TASK INSTRUCTIONS
Please report how many lines in the records below contain the word "Nodes", giving only that number.

(Collected data)

§ §

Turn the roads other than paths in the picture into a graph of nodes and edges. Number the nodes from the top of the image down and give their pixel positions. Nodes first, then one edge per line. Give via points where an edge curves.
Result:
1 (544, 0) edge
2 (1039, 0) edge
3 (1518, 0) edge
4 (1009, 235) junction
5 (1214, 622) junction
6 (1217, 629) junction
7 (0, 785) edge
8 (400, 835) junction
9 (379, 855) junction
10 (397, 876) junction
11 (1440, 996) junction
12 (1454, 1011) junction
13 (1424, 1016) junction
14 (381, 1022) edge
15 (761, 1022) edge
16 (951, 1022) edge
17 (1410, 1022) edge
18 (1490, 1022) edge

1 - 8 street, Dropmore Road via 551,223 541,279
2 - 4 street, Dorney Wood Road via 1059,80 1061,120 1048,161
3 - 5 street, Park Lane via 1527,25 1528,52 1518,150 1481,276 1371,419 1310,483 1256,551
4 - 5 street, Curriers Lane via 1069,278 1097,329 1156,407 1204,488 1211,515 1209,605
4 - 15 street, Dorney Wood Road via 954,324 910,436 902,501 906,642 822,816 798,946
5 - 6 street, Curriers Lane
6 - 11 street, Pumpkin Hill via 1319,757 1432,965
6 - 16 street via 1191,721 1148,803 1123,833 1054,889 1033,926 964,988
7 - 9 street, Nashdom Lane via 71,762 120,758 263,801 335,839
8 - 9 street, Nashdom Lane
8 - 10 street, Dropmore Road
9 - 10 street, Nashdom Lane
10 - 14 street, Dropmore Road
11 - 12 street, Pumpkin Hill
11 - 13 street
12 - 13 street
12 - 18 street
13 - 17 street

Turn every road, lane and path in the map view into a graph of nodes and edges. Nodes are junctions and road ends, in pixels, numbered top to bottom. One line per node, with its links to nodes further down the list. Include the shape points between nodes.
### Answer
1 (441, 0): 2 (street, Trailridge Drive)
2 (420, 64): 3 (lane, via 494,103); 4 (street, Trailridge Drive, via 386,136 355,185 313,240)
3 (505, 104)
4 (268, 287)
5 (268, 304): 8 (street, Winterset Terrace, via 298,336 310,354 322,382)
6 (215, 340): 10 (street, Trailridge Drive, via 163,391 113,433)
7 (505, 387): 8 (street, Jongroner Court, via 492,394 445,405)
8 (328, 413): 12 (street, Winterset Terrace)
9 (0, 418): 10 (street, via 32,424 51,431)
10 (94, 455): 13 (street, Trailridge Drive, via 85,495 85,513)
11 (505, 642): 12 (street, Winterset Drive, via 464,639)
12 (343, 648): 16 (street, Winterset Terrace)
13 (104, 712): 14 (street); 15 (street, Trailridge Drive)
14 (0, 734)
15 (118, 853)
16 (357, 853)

§ §

RESULT
2